* Exercise description
In the listing below, count every line that contains "Maria". Give nothing but the number.
*** Opening of Provided data ***
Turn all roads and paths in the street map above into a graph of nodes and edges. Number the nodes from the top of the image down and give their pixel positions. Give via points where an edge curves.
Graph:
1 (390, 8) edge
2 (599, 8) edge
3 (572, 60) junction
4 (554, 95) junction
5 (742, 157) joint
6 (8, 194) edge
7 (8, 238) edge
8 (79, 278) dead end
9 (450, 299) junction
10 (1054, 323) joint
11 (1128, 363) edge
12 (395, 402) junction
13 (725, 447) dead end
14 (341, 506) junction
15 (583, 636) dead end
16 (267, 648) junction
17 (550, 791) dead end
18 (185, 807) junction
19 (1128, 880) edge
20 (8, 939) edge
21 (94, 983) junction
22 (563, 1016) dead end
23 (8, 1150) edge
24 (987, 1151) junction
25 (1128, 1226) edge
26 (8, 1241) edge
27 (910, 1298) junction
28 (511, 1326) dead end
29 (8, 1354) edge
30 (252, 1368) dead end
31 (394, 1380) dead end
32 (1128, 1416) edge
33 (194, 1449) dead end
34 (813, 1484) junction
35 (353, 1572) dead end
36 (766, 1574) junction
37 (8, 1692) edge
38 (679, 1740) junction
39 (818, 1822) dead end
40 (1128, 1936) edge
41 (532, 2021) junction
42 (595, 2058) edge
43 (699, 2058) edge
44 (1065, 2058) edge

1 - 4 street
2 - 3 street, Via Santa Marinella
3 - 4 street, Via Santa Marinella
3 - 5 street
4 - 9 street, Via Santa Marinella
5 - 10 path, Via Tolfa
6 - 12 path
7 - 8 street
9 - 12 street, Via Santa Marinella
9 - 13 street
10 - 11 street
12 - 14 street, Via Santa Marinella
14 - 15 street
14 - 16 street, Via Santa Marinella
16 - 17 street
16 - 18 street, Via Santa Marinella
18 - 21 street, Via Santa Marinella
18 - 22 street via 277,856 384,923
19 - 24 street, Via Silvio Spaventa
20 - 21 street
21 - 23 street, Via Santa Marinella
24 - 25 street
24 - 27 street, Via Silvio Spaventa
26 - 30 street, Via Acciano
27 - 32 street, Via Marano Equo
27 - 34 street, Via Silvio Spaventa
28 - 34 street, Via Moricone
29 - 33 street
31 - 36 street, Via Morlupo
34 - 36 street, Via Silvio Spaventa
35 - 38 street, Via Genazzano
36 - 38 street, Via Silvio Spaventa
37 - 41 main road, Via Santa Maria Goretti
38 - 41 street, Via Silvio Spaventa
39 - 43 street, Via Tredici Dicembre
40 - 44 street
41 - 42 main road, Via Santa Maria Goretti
*** Close of Provided data ***
* Worked solution
2